Exercise details
Your answer should be one number, the count of lines in the records that carry the string "Netherhill".

Supplied material

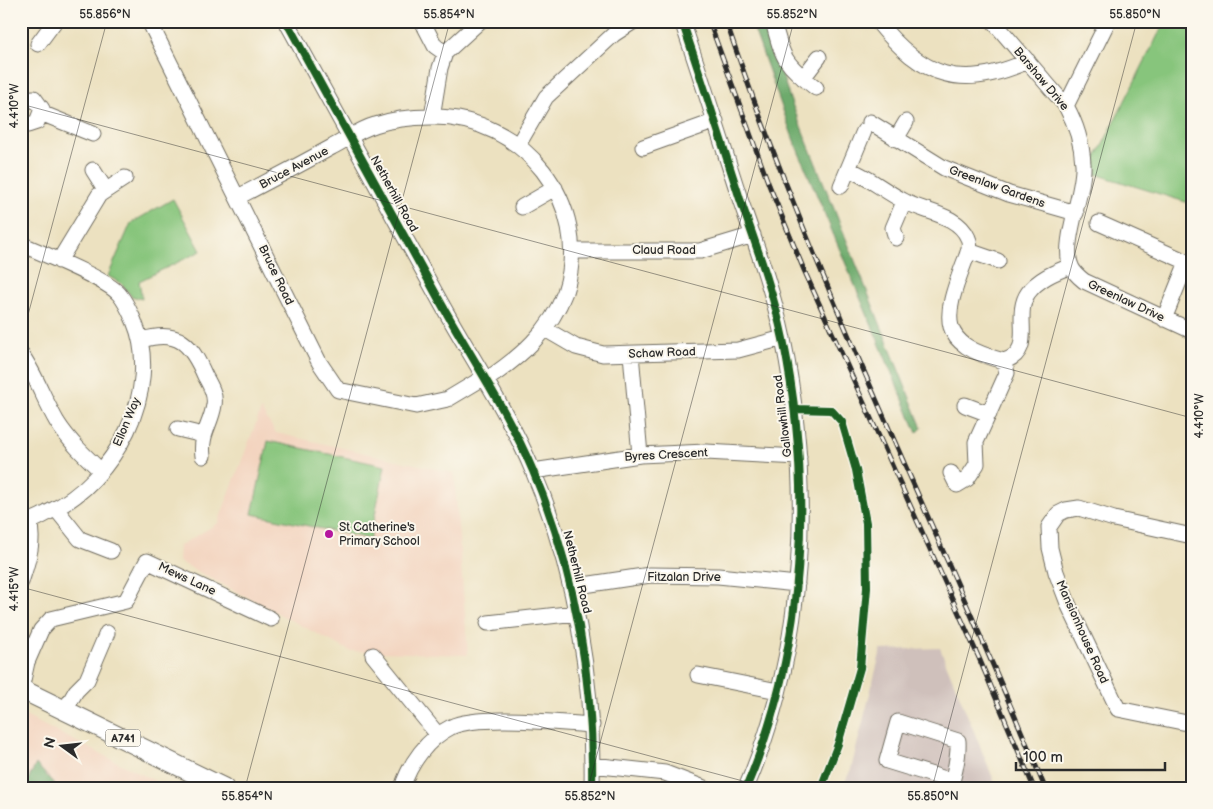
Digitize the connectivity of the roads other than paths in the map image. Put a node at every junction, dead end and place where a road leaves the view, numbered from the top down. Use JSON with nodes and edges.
{"nodes":[{"id":1,"x":148,"y":21,"type":"edge"},
{"id":2,"x":286,"y":21,"type":"edge"},
{"id":3,"x":295,"y":21,"type":"edge"},
{"id":4,"x":422,"y":21,"type":"edge"},
{"id":5,"x":480,"y":21,"type":"edge"},
{"id":6,"x":634,"y":21,"type":"edge"},
{"id":7,"x":682,"y":21,"type":"edge"},
{"id":8,"x":773,"y":21,"type":"edge"},
{"id":9,"x":877,"y":21,"type":"edge"},
{"id":10,"x":993,"y":21,"type":"edge"},
{"id":11,"x":1108,"y":21,"type":"edge"},
{"id":12,"x":54,"y":22,"type":"edge"},
{"id":13,"x":38,"y":44,"type":"dead end"},
{"id":14,"x":445,"y":53,"type":"junction"},
{"id":15,"x":819,"y":57,"type":"dead end"},
{"id":16,"x":1028,"y":61,"type":"junction"},
{"id":17,"x":803,"y":78,"type":"junction"},
{"id":18,"x":816,"y":88,"type":"dead end"},
{"id":19,"x":21,"y":98,"type":"edge"},
{"id":20,"x":1066,"y":106,"type":"junction"},
{"id":21,"x":41,"y":113,"type":"junction"},
{"id":22,"x":432,"y":117,"type":"junction"},
{"id":23,"x":716,"y":122,"type":"junction"},
{"id":24,"x":906,"y":122,"type":"dead end"},
{"id":25,"x":21,"y":123,"type":"edge"},
{"id":26,"x":92,"y":134,"type":"dead end"},
{"id":27,"x":352,"y":136,"type":"junction"},
{"id":28,"x":896,"y":139,"type":"junction"},
{"id":29,"x":518,"y":145,"type":"junction"},
{"id":30,"x":643,"y":147,"type":"dead end"},
{"id":31,"x":848,"y":169,"type":"junction"},
{"id":32,"x":93,"y":170,"type":"dead end"},
{"id":33,"x":125,"y":178,"type":"dead end"},
{"id":34,"x":841,"y":186,"type":"dead end"},
{"id":35,"x":555,"y":188,"type":"junction"},
{"id":36,"x":105,"y":189,"type":"junction"},
{"id":37,"x":238,"y":198,"type":"junction"},
{"id":38,"x":904,"y":202,"type":"junction"},
{"id":39,"x":522,"y":207,"type":"dead end"},
{"id":40,"x":1076,"y":212,"type":"junction"},
{"id":41,"x":1099,"y":223,"type":"dead end"},
{"id":42,"x":753,"y":235,"type":"junction"},
{"id":43,"x":896,"y":238,"type":"dead end"},
{"id":44,"x":21,"y":244,"type":"edge"},
{"id":45,"x":572,"y":251,"type":"junction"},
{"id":46,"x":969,"y":251,"type":"junction"},
{"id":47,"x":59,"y":261,"type":"junction"},
{"id":48,"x":998,"y":261,"type":"dead end"},
{"id":49,"x":1070,"y":266,"type":"junction"},
{"id":50,"x":1164,"y":319,"type":"junction"},
{"id":51,"x":545,"y":329,"type":"junction"},
{"id":52,"x":1192,"y":332,"type":"edge"},
{"id":53,"x":783,"y":338,"type":"junction"},
{"id":54,"x":142,"y":340,"type":"junction"},
{"id":55,"x":21,"y":354,"type":"edge"},
{"id":56,"x":631,"y":354,"type":"junction"},
{"id":57,"x":1004,"y":361,"type":"junction"},
{"id":58,"x":484,"y":379,"type":"junction"},
{"id":59,"x":965,"y":405,"type":"dead end"},
{"id":60,"x":989,"y":414,"type":"junction"},
{"id":61,"x":178,"y":429,"type":"dead end"},
{"id":62,"x":203,"y":435,"type":"junction"},
{"id":63,"x":640,"y":454,"type":"junction"},
{"id":64,"x":203,"y":456,"type":"dead end"},
{"id":65,"x":799,"y":457,"type":"junction"},
{"id":66,"x":101,"y":471,"type":"junction"},
{"id":67,"x":533,"y":471,"type":"junction"},
{"id":68,"x":951,"y":472,"type":"dead end"},
{"id":69,"x":56,"y":509,"type":"junction"},
{"id":70,"x":25,"y":522,"type":"edge"},
{"id":71,"x":1192,"y":536,"type":"edge"},
{"id":72,"x":111,"y":551,"type":"dead end"},
{"id":73,"x":21,"y":582,"type":"edge"},
{"id":74,"x":797,"y":584,"type":"junction"},
{"id":75,"x":571,"y":587,"type":"junction"},
{"id":76,"x":576,"y":612,"type":"junction"},
{"id":77,"x":271,"y":619,"type":"dead end"},
{"id":78,"x":488,"y":623,"type":"dead end"},
{"id":79,"x":107,"y":632,"type":"dead end"},
{"id":80,"x":373,"y":655,"type":"dead end"},
{"id":81,"x":698,"y":675,"type":"dead end"},
{"id":82,"x":21,"y":689,"type":"edge"},
{"id":83,"x":778,"y":691,"type":"junction"},
{"id":84,"x":21,"y":701,"type":"edge"},
{"id":85,"x":65,"y":710,"type":"junction"},
{"id":86,"x":1192,"y":724,"type":"edge"},
{"id":87,"x":592,"y":725,"type":"junction"},
{"id":88,"x":438,"y":735,"type":"junction"},
{"id":89,"x":592,"y":765,"type":"junction"},
{"id":90,"x":951,"y":784,"type":"edge"},
{"id":91,"x":198,"y":788,"type":"edge"},
{"id":92,"x":224,"y":788,"type":"edge"},
{"id":93,"x":402,"y":788,"type":"edge"},
{"id":94,"x":592,"y":788,"type":"edge"},
{"id":95,"x":704,"y":788,"type":"edge"},
{"id":96,"x":746,"y":788,"type":"edge"}],
"edges":[{"from":1,"to":37,"type":"street","name":"Bruce Road"},
{"from":2,"to":27,"type":"street","name":"Netherhill Road"},
{"from":3,"to":27,"type":"street","name":"Netherhill Road"},
{"from":4,"to":14,"type":"street"},
{"from":5,"to":14,"type":"street"},
{"from":6,"to":29,"type":"street"},
{"from":7,"to":23,"type":"street","name":"Gallowhill Road"},
{"from":8,"to":17,"type":"street"},
{"from":9,"to":16,"type":"street"},
{"from":10,"to":16,"type":"street","name":"Barshaw Drive"},
{"from":11,"to":20,"type":"street"},
{"from":12,"to":13,"type":"street"},
{"from":14,"to":22,"type":"street"},
{"from":15,"to":17,"type":"street"},
{"from":16,"to":20,"type":"street","name":"Barshaw Drive"},
{"from":17,"to":18,"type":"street"},
{"from":19,"to":21,"type":"street"},
{"from":20,"to":40,"type":"street","name":"Barshaw Drive"},
{"from":21,"to":25,"type":"street"},
{"from":21,"to":26,"type":"street"},
{"from":22,"to":27,"type":"street","name":"Bruce Avenue"},
{"from":22,"to":29,"type":"street","name":"Bruce Avenue"},
{"from":23,"to":30,"type":"street"},
{"from":23,"to":42,"type":"street","name":"Gallowhill Road"},
{"from":24,"to":28,"type":"street"},
{"from":27,"to":37,"type":"street","name":"Bruce Avenue"},
{"from":27,"to":58,"type":"street","name":"Netherhill Road"},
{"from":28,"to":31,"type":"street","name":"Greenlaw Gardens"},
{"from":28,"to":40,"type":"street","name":"Greenlaw Gardens"},
{"from":29,"to":35,"type":"street","name":"Bruce Avenue"},
{"from":31,"to":34,"type":"street"},
{"from":31,"to":38,"type":"street"},
{"from":32,"to":36,"type":"street"},
{"from":33,"to":36,"type":"street"},
{"from":35,"to":39,"type":"street"},
{"from":35,"to":45,"type":"street","name":"Bruce Road"},
{"from":36,"to":47,"type":"street"},
{"from":37,"to":58,"type":"street","name":"Bruce Road"},
{"from":38,"to":43,"type":"street"},
{"from":38,"to":46,"type":"street"},
{"from":40,"to":49,"type":"street"},
{"from":41,"to":50,"type":"street"},
{"from":42,"to":45,"type":"street","name":"Claud Road"},
{"from":42,"to":53,"type":"street","name":"Gallowhill Road"},
{"from":44,"to":47,"type":"street","name":"Ellon Way"},
{"from":45,"to":51,"type":"street","name":"Bruce Road"},
{"from":46,"to":48,"type":"street"},
{"from":46,"to":57,"type":"street"},
{"from":47,"to":54,"type":"street","name":"Ellon Way"},
{"from":49,"to":50,"type":"street","name":"Greenlaw Drive"},
{"from":49,"to":57,"type":"street"},
{"from":50,"to":52,"type":"street","name":"Greenlaw Drive"},
{"from":51,"to":56,"type":"street","name":"Schaw Road"},
{"from":51,"to":58,"type":"street","name":"Bruce Road"},
{"from":53,"to":56,"type":"street","name":"Schaw Road"},
{"from":53,"to":65,"type":"street","name":"Gallowhill Road"},
{"from":54,"to":62,"type":"street"},
{"from":54,"to":66,"type":"street","name":"Ellon Way"},
{"from":55,"to":66,"type":"street"},
{"from":56,"to":63,"type":"street"},
{"from":57,"to":60,"type":"street"},
{"from":58,"to":67,"type":"street","name":"Netherhill Road"},
{"from":59,"to":60,"type":"street"},
{"from":60,"to":68,"type":"street"},
{"from":61,"to":62,"type":"street"},
{"from":62,"to":64,"type":"street"},
{"from":63,"to":65,"type":"street","name":"Byres Crescent"},
{"from":63,"to":67,"type":"street","name":"Byres Crescent"},
{"from":65,"to":74,"type":"street","name":"Gallowhill Road"},
{"from":66,"to":69,"type":"street","name":"Ellon Way"},
{"from":67,"to":75,"type":"street","name":"Netherhill Road"},
{"from":69,"to":70,"type":"street","name":"Ellon Way"},
{"from":69,"to":72,"type":"street"},
{"from":70,"to":73,"type":"street"},
{"from":71,"to":86,"type":"street","name":"Mansionhouse Road"},
{"from":74,"to":75,"type":"street","name":"Fitzalan Drive"},
{"from":74,"to":83,"type":"street","name":"Gallowhill Road"},
{"from":75,"to":76,"type":"street","name":"Netherhill Road"},
{"from":76,"to":78,"type":"street"},
{"from":76,"to":87,"type":"street","name":"Netherhill Road"},
{"from":77,"to":82,"type":"street","name":"Mews Lane"},
{"from":79,"to":85,"type":"street"},
{"from":80,"to":88,"type":"street"},
{"from":81,"to":83,"type":"street"},
{"from":82,"to":85,"type":"main road","number":"A741"},
{"from":83,"to":96,"type":"street","name":"Gallowhill Road"},
{"from":84,"to":91,"type":"main road","number":"A741"},
{"from":85,"to":92,"type":"main road","number":"A741"},
{"from":87,"to":88,"type":"street"},
{"from":87,"to":89,"type":"street","name":"Netherhill Road"},
{"from":88,"to":93,"type":"street"},
{"from":89,"to":94,"type":"street","name":"Netherhill Road"},
{"from":89,"to":95,"type":"street"},
{"from":90,"to":90,"type":"street"}]}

Your solution
9